Housing Affordability Slipping Away as Prices Outpace Income

Housing Affordability Slipping Away as Prices Outpace Income The dark side of rising home prices and tighter inventories in many communities is the decline of housing affordability.
A new study from Interest.com fond that the American dream of owning a home is slipping out of reach of more families.
Along with robust home prices, rising interest rates combined with anemic increases in family income are forming a near perfect storm of unaffordability.
In each of the 25 largest metropolitan areas studied, home prices outpaced family income.
Prices have risen so much that a median-priced home was affordable for a family earning a median income in only eight of those cities, compared with 14 a year earlier.
“The simple fact is that the very small improvement Americans have seen in their paychecks hasn’t kept pace with a jump in home prices and mortgage rates,” said Mike Sante, managing editor of Interest.com.
On average, home prices rose nearly 16 percent over the last year in the 25 cities, while incomes rose by about 3 percent.

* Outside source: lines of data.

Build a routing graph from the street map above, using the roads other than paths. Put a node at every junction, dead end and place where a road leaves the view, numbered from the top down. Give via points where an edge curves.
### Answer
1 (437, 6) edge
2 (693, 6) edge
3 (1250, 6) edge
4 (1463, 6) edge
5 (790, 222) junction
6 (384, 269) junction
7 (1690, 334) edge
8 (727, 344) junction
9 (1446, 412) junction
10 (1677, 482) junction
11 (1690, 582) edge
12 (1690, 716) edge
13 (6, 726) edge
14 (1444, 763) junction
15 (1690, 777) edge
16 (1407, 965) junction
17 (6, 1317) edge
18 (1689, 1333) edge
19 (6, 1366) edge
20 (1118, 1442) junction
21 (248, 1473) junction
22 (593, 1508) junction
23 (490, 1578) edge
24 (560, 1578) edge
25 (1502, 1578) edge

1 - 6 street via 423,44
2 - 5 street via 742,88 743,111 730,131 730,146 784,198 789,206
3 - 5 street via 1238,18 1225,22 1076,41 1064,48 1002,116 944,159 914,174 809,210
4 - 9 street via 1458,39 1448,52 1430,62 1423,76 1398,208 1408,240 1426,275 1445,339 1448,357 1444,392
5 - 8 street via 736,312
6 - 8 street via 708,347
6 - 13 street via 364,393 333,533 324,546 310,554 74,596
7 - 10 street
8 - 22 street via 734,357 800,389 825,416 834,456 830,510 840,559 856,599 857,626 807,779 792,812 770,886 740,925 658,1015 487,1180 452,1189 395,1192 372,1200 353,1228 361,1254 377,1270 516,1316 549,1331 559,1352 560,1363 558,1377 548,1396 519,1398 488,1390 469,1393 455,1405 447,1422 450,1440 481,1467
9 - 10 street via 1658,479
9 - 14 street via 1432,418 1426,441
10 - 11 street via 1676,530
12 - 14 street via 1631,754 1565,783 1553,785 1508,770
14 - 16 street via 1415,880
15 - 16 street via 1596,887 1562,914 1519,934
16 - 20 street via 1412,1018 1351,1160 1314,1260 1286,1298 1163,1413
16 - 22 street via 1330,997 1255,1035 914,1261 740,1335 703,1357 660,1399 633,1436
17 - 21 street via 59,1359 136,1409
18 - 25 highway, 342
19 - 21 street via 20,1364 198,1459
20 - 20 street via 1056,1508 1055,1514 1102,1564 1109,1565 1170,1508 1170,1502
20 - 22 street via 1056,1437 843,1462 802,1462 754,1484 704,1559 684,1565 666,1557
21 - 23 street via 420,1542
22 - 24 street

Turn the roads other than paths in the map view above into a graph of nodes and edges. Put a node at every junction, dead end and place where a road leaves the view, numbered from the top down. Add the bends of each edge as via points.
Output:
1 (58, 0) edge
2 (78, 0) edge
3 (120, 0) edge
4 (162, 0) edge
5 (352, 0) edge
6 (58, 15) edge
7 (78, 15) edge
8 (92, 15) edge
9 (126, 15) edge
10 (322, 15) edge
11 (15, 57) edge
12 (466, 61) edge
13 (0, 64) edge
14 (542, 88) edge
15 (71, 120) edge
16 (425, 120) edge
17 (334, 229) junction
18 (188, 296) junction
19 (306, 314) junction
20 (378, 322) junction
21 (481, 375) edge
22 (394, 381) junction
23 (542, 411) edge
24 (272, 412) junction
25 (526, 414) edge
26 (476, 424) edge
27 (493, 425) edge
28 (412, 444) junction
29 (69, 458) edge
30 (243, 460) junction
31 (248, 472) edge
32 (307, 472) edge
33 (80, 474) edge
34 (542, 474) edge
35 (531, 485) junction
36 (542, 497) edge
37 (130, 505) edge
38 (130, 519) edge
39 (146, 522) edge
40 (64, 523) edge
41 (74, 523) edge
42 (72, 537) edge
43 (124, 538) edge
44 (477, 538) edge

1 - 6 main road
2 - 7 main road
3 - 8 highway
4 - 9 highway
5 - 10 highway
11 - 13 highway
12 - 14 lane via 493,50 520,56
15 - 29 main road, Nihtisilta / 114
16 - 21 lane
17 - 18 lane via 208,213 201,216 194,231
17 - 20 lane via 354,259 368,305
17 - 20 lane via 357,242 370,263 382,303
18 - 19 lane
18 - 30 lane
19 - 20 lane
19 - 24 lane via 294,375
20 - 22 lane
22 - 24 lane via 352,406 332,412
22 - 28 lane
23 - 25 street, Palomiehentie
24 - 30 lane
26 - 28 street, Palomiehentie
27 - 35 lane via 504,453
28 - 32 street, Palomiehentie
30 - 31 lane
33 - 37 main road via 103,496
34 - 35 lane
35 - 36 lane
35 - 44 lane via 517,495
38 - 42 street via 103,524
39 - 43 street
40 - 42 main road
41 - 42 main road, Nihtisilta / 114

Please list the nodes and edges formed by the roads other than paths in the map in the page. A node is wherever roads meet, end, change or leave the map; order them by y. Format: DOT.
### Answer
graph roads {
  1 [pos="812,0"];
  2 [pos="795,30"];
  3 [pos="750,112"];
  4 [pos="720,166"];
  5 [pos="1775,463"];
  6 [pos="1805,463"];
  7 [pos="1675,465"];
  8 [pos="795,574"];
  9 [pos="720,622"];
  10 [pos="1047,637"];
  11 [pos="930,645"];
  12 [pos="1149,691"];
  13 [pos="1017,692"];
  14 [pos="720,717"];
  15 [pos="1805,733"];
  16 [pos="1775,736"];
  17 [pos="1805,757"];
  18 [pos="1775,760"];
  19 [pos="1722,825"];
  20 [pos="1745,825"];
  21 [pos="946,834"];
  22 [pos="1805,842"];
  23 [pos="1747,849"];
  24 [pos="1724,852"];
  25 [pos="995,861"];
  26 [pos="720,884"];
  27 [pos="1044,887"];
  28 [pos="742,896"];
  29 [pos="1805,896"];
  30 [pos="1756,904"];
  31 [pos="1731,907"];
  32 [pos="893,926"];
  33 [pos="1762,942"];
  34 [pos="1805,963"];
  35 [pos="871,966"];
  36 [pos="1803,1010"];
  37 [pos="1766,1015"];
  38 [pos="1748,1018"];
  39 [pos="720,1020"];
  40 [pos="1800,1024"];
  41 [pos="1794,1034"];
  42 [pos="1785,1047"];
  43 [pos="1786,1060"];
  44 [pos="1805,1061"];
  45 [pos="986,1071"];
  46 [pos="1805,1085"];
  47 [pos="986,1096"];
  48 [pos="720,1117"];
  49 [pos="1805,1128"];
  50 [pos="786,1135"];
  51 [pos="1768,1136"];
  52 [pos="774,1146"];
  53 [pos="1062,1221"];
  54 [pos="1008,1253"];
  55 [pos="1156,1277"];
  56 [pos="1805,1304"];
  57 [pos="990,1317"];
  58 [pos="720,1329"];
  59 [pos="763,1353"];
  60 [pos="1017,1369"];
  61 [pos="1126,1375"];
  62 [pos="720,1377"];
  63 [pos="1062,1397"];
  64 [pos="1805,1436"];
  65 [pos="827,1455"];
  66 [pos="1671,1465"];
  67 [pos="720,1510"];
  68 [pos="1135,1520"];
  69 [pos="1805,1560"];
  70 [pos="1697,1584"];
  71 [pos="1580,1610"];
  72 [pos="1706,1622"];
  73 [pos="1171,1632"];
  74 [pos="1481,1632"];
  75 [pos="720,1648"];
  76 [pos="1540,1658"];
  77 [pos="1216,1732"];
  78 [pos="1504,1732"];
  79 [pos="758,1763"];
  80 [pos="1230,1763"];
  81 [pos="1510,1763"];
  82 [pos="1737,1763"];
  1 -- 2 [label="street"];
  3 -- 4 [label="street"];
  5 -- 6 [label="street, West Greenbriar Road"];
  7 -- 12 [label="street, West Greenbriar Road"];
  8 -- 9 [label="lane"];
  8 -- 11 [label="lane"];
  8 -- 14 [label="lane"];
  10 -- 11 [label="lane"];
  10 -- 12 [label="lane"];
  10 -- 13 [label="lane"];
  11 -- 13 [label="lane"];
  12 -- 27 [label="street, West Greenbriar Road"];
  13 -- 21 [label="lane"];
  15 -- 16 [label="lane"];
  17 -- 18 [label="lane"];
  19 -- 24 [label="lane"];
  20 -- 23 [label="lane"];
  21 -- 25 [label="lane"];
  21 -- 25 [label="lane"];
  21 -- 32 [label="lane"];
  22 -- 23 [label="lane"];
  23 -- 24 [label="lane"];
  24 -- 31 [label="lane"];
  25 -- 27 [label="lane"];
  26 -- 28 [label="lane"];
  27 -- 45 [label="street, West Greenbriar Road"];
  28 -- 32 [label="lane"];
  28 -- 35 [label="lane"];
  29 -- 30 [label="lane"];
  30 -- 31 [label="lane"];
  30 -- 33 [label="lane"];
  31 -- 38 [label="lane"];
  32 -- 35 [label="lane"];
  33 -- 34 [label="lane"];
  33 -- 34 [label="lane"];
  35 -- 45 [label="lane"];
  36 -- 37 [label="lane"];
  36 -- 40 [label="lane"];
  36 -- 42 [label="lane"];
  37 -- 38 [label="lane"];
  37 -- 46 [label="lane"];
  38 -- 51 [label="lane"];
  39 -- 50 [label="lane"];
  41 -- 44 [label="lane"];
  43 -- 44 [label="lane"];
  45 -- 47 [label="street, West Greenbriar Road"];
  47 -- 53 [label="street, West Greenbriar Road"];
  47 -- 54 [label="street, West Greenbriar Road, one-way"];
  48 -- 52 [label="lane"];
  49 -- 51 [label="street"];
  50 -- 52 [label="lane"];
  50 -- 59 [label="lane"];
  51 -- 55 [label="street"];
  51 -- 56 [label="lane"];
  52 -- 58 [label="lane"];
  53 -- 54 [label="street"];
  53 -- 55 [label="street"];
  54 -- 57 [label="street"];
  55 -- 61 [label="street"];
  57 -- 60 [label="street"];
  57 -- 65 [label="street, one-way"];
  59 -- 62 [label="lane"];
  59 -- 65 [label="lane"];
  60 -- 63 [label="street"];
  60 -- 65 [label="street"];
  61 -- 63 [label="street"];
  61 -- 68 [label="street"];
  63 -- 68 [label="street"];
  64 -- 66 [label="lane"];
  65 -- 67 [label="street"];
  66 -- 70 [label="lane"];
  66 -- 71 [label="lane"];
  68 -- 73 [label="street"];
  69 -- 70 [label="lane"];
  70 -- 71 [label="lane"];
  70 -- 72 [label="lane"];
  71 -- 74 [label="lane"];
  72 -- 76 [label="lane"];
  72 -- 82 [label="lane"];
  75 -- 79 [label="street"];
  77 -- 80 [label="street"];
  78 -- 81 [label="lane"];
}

“In city after city, rising prices mean the house that a family with an average income can afford has shrunk,” Sante says. “In many, home ownership is largely out of reach of median-income households.”
Mortgage rates, although still low by most historic standards, are about a point higher than they were last winter and spring, contributing to the decline in home affordability.
The average cost of a 30-year, fixed-rate home loan is 4.43 percent in this study, up from 3.70 percent last year.
To conduct its annual Home Affordability Study, Interest.com gathered city-specific data on median home prices and incomes, average property taxes and insurance costs, as well as consumer debt and mortgage rates.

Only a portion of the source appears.